Manipulation Under Anesthesia (MUA) is a technique for helping patients originally pioneered by osteopathic physicians late in the 1930’s. For the last 25 years Chiropractic Physicians have been teaming up with Medical Doctors while developing and utilizing this procedure for the overwhelming majority of these procedures conducted.
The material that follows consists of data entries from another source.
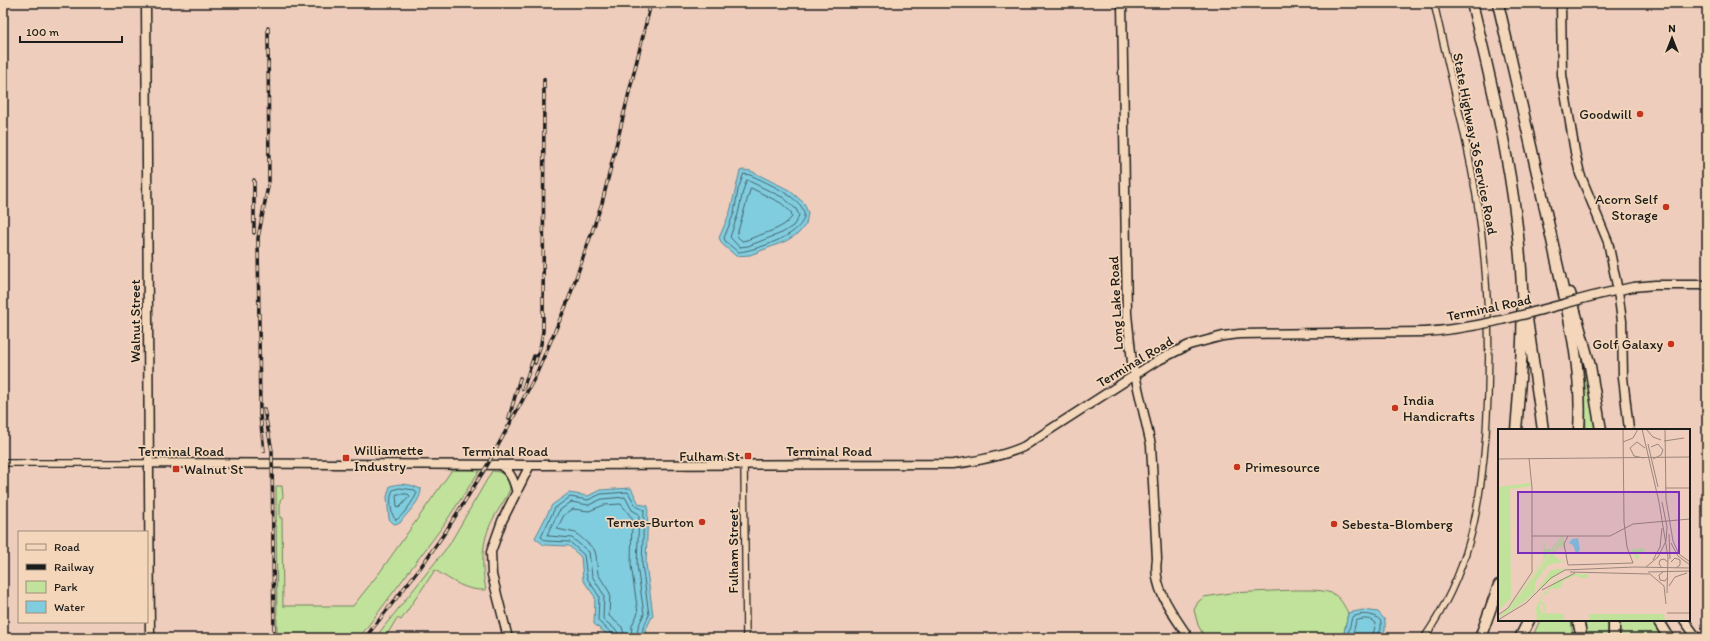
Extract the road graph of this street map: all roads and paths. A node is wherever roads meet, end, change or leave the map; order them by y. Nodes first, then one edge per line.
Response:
1 (146, 3) edge
2 (1122, 3) edge
3 (1434, 3) edge
4 (1472, 3) edge
5 (1498, 3) edge
6 (1561, 3) edge
7 (1539, 177) junction
8 (1707, 285) edge
9 (1522, 289) junction
10 (1618, 291) junction
11 (1135, 375) junction
12 (1516, 429) edge
13 (1543, 429) edge
14 (1579, 429) edge
15 (1601, 429) edge
16 (1629, 429) edge
17 (3, 463) edge
18 (148, 463) junction
19 (744, 464) junction
20 (500, 465) junction
21 (530, 465) junction
22 (517, 493) junction
23 (1498, 589) edge
24 (1528, 621) edge
25 (1578, 621) edge
26 (1614, 621) edge
27 (1659, 621) edge
28 (1685, 621) edge
29 (150, 638) edge
30 (508, 638) edge
31 (746, 638) edge
32 (1189, 638) edge
33 (1424, 638) edge
34 (1480, 638) edge
35 (1520, 638) edge
36 (1582, 638) edge
37 (1614, 638) edge
38 (1669, 638) edge
39 (1697, 638) edge

1 - 18 street, Walnut Street
2 - 11 street, Long Lake Road
3 - 33 street, State Highway 36 Service Road
4 - 9 highway
5 - 7 highway
6 - 10 street
7 - 14 highway
7 - 15 highway
8 - 10 street, Terminal Road
9 - 12 highway
9 - 13 highway
10 - 11 street, Terminal Road, bridge
10 - 16 street
11 - 19 street, Terminal Road
11 - 32 street, Long Lake Road
17 - 18 street, Terminal Road
18 - 20 street, Terminal Road
18 - 29 street, Walnut Street
19 - 21 street, Terminal Road
19 - 31 street, Fulham Street
20 - 21 street, Terminal Road
20 - 22 street
21 - 22 street
22 - 30 street
23 - 34 highway
24 - 35 highway
25 - 36 highway
26 - 37 highway
27 - 38 highway
28 - 39 street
According to studies, the procedure boasts a very enthusiastic high success rate. For example, MUA has an 83% success rate of good to excellent results as compared to 51% of surgical patients (Robert Menser, MD, Orthopedic Surgeon). Follow up 3 years later demonstrates a 51% of patients still reporting good to excellent results (Donald Chrisman, MD, Orthopedic Surgeon). Larger trial studies demonstrated out of 723 patients, which 71% had good results, 25% fair results and only 4% still required surgery (D. Siehl, DO). Another large study of 517 patients with disc herniation treated with spinal manipulative therapy reported 78.6% of the cases responded well and avoided surgery. Similar statistical results were found in a study done by Krumhansl and Nowacek on 171 patients post MUA: 25% had no pain, 50% were much improved, 20% were better, 5% had no relief. Also, West et al. reported177 patients post-MUA: 68.6% able to return to work, 58.4% required no more medication, 60.1% had lumbar pain resolved.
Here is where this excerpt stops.